Project history

The start: dpfp

In September 2005, Tony Vroon donated Daniel Drake a Microsoft fingerprint reader, with the task of trying to get it running on Linux.

After a slow start, I had an initial incarnation of the driver working and could see my finger!.

The Microsoft devices are actually rebranded DigitalPersona devices, but the DigitalPersona drivers do encrypt the image data. It turns out that the firmware controls encryption, and the Microsoft-supplied firmware disables encryption. So, we could then support the DigitalPersona devices by tweaking the firmware.

This was the dpfp project in early stages.

Mikko Kiviharju, a Finnish security expert, was researching the devices for a BlackHat Europe paper at the same time. Mikko combined our findings and generated some press with the results.

Parallel work

There weren’t many other people thinking about Linux fingerprinting at this time, but there were some projects. UPEK provided binary drivers against BioAPI for their hardware, which Pavel Machek reverse-engineered: it turns out they don’t have the imaging problem because UPEK do fingerprint matching in hardware!

A couple of other projects existed which could get images from other devices, but could not do any more.

Image processing and export control

We can download images from the Microsoft devices, but how do we login with them? We need some kind of image processing, and then comparison of the processed images. Not a small problem.

I looked into some open source solutions but didn’t get too far. In September 2006 I started playing with NBIS (formerly NFIS2), code from the US government to process and compare fingerprints. It worked splendidly, but the project halted due to concerns that we couldn’t distribute this from the US without violating the U.S. Export Administration Regulations.

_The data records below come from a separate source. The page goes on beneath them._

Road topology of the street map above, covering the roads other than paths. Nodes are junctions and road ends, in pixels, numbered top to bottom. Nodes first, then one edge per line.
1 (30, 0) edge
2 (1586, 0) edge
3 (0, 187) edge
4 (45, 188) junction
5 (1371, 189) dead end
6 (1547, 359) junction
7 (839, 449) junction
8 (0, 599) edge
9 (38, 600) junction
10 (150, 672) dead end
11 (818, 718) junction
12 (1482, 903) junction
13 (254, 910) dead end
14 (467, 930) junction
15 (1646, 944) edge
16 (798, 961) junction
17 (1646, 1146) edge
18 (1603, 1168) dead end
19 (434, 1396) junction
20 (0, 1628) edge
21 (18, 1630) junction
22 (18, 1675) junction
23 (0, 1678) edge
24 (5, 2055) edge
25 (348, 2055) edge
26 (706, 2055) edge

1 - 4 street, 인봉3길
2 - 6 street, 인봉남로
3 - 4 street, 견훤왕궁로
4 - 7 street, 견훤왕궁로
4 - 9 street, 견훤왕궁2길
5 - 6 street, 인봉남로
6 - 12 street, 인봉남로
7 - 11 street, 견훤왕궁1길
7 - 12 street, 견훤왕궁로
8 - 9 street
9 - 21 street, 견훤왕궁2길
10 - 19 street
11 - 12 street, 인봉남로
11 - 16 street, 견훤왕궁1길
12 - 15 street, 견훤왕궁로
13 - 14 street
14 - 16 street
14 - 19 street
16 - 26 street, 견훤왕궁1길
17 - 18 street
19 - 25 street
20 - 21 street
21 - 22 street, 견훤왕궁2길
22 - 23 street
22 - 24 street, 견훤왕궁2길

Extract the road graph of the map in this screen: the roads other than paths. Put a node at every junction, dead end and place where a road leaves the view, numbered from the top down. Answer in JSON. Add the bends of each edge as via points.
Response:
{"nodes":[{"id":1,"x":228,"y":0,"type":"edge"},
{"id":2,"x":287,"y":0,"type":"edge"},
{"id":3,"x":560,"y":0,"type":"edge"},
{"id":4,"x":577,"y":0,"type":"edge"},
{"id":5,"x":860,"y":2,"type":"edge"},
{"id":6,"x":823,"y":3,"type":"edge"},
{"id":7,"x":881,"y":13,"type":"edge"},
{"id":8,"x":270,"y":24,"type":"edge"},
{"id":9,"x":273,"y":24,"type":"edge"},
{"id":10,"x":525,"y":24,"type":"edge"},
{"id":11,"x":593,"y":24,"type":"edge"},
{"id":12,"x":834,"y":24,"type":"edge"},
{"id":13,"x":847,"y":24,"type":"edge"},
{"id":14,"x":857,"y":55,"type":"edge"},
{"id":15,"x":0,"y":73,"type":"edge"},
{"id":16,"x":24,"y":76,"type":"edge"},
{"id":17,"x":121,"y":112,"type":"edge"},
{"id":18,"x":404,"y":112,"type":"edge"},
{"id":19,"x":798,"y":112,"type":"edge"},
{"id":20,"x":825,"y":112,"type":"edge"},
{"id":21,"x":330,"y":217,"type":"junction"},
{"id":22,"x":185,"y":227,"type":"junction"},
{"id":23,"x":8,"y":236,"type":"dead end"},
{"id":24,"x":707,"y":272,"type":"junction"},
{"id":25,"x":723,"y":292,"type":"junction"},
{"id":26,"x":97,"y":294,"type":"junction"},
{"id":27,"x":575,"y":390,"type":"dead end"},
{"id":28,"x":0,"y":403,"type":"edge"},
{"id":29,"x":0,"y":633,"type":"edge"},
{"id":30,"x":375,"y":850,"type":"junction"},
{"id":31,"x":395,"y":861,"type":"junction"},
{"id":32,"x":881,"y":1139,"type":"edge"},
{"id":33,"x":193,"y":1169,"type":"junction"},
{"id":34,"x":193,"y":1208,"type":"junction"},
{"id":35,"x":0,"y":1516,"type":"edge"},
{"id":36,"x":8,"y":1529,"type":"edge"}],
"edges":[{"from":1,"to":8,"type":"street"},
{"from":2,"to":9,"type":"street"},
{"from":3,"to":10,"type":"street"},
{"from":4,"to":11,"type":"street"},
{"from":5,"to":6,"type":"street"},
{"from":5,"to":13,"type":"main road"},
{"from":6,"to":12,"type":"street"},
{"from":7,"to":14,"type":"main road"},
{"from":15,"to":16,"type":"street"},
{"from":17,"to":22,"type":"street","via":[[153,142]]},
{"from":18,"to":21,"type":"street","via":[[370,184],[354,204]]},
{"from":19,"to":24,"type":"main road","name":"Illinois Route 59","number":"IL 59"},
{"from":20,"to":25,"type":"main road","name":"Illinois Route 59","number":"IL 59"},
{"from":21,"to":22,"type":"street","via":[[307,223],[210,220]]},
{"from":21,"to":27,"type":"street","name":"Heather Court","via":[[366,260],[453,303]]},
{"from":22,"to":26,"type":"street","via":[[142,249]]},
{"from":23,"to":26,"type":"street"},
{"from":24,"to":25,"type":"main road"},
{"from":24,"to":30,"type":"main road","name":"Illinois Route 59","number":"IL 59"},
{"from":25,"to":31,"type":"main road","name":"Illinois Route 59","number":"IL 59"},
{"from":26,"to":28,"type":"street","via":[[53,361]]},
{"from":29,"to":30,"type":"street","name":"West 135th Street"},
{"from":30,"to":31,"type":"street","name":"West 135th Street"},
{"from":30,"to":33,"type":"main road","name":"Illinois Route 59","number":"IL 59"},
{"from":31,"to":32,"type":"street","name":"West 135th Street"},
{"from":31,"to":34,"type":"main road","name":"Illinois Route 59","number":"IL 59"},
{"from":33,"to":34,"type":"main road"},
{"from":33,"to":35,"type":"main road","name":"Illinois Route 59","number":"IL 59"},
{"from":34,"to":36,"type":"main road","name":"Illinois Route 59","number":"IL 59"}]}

The Software Freedom Law Center provided a little advice but this did not really go anywhere or produce any positive findings. NIST themselves were responsive by email but did not like to talk about the legal side, they weren’t really sure about the export control restrictions on this software but were playing it safe by limiting distribution to CD only.

The university project

After some inactivity due to the export concerns, things started happening. I had to choose a 3rd year university project (Computer Science at The University of Manchester), and I proposed a fingerprinting project of broader scale. The university accepted my proposal, agreed it could be an open source project, and the fprint idea was born! Toby Howard accepted the proposal and became the tutor for the project.

Preparing to leaving the US, I sat down and read the US Export Administration Regulations in detail, and discovered that in an open project we are free to redistribute this code after all. I confirmed this in a discussion with the exports office.

I started designing and developing fprint in October 2007. As much as I dislike open source code not being publicly available from the start, as this was an assessed project I felt it necessary to implement the fundamentals myself. The project was then opened up for outside contributions.

THE UNIVERSITY OF MANCHESTER DO NOT ENDORSE THIS THIS SOFTWARE AND ARE IN NO WAY RESPONSIBLE FOR THE CODE CONTAINED WITHIN, OR ANY DAMAGES CAUSED BY IT. Development does not happen on university computers and the project is not hosted at the university either.

After assessment, I published the report.

Open source project continuation

After university assessment, the project continues with Bastien Nocera becoming the primary maintainer, Vasily Khoruzhick stepping up to libfprint maintainer in 2016, after years as a developer, and contributions from a wide range of people being included. The project is now hosted by freedesktop.